▶ [EXERCISE INSTRUCTIONS]
Although the data below holds other lines too, output only those from the line with "c->drawString(s, x, y, font, ink);" up to and including the line with "paint.setAntiAlias(true);", exactly as they appear.

MATERIALS PROVIDED below:

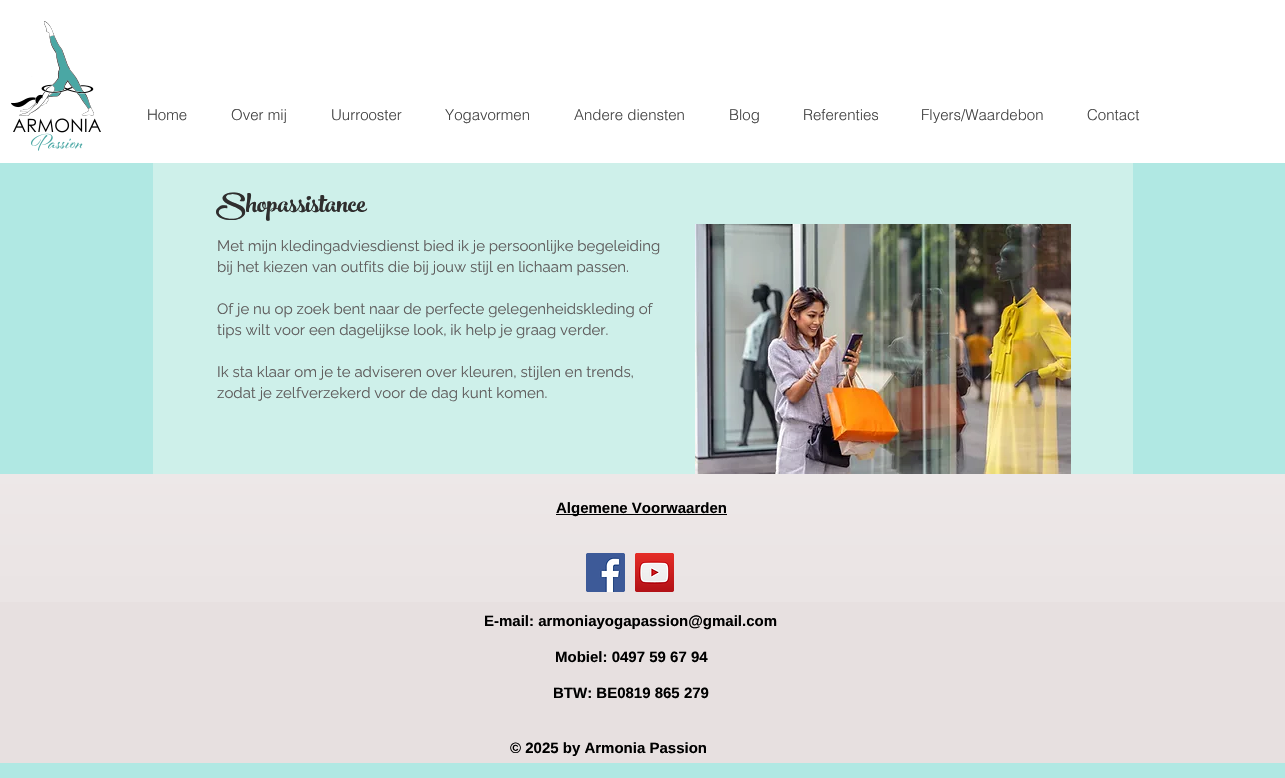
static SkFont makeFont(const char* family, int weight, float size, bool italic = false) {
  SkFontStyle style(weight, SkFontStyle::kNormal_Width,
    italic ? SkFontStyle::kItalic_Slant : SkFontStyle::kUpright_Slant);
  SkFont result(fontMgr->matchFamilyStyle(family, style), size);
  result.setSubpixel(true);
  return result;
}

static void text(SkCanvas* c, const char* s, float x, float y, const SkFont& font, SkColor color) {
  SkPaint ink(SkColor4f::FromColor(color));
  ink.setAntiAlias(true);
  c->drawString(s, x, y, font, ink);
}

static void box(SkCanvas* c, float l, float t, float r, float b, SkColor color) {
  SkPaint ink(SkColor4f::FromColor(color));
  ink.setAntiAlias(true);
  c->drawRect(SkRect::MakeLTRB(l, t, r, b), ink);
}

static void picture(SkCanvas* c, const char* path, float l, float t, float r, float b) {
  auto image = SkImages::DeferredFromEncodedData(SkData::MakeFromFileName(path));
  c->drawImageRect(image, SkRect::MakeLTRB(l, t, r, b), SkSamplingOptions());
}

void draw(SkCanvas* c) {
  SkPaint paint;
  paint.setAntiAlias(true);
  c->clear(0xffb0e8e3);
  box(c, 0, 0, 1285, 163, 0xffffffff);
  picture(c, "img_01.png", 11, 21, 101, 151);
  SkFont face1 = makeFont("helvetica", 300, 15);
  text(c, "Home", 147, 120, face1, 0xff444444);
  text(c, "Over mij", 231, 120, face1, 0xff444444);
  text(c, "Uurrooster", 331, 120, face1, 0xff444444);
  text(c, "Yogavormen", 445, 120, face1, 0xff444444);
  text(c, "Andere diensten", 574, 120, face1, 0xff444444);
  text(c, "Blog", 729, 120, face1, 0xff444444);
  text(c, "Referenties", 803, 120, face1, 0xff444444);
  text(c, "Flyers/Waardebon", 921, 120, face1, 0xff444444);
  text(c, "Contact", 1087, 120, face1, 0xff444444);
  box(c, 153, 163, 1133, 474, 0xffcef0ea);
  SkFont face2 = makeFont("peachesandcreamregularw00", 400, 40);
  text(c, "Shopassistance", 216, 212, face2, 0xff2f2e2e);
  SkFont face3 = makeFont("Raleway", 400, 15);
  text(c, "Met mijn kledingadviesdienst bied ik je persoonlijke begeleiding", 217, 251, face3, 0xff605e5e);
  text(c, "bij het kiezen van outfits die bij jouw stijl en lichaam passen.", 217, 272, face3, 0xff605e5e);
  text(c, "Of je nu op zoek bent naar de perfecte gelegenheidskleding of", 217, 314, face3, 0xff605e5e);
  text(c, "tips wilt voor een dagelijkse look, ik help je graag verder.", 217, 335, face3, 0xff605e5e);
  text(c, "Ik sta klaar om je te adviseren over kleuren, stijlen en trends,", 217, 377, face3, 0xff605e5e);
  text(c, "zodat je zelfverzekerd voor de dag kunt komen.", 217, 398, face3, 0xff605e5e);
  picture(c, "img_02.png", 695, 224, 1071, 474);
  box(c, 0, 474, 1285, 763, 0xffe7e0e0);
  picture(c, "img_03.png", 0, 474, 1285, 602);
  box(c, 556, 514, 727, 515, 0xff000000);
  SkFont face4 = makeFont("Liberation Sans", 700, 15);
  text(c, "Algemene Voorwaarden", 556, 513, face4, 0xff000000);
  picture(c, "img_04.png", 586, 553, 625, 592);
  picture(c, "img_05.png", 635, 553, 674, 592);
  text(c, "E-mail: armoniayogapassion@gmail.com", 484, 626, face4, 0xff000000);
  text(c, "Mobiel: 0497 59 67 94", 555, 662, face4, 0xff000000);
  text(c, "BTW: BE0819 865 279", 553, 698, face4, 0xff000000);
  text(c, "© 2025 by Armonia Passion", 510, 753, face4, 0xff000000);
}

End of MATERIALS PROVIDED.

▶ [TASK RESULT]
  c->drawString(s, x, y, font, ink);
}

static void box(SkCanvas* c, float l, float t, float r, float b, SkColor color) {
  SkPaint ink(SkColor4f::FromColor(color));
  ink.setAntiAlias(true);
  c->drawRect(SkRect::MakeLTRB(l, t, r, b), ink);
}

static void picture(SkCanvas* c, const char* path, float l, float t, float r, float b) {
  auto image = SkImages::DeferredFromEncodedData(SkData::MakeFromFileName(path));
  c->drawImageRect(image, SkRect::MakeLTRB(l, t, r, b), SkSamplingOptions());
}

void draw(SkCanvas* c) {
  SkPaint paint;
  paint.setAntiAlias(true);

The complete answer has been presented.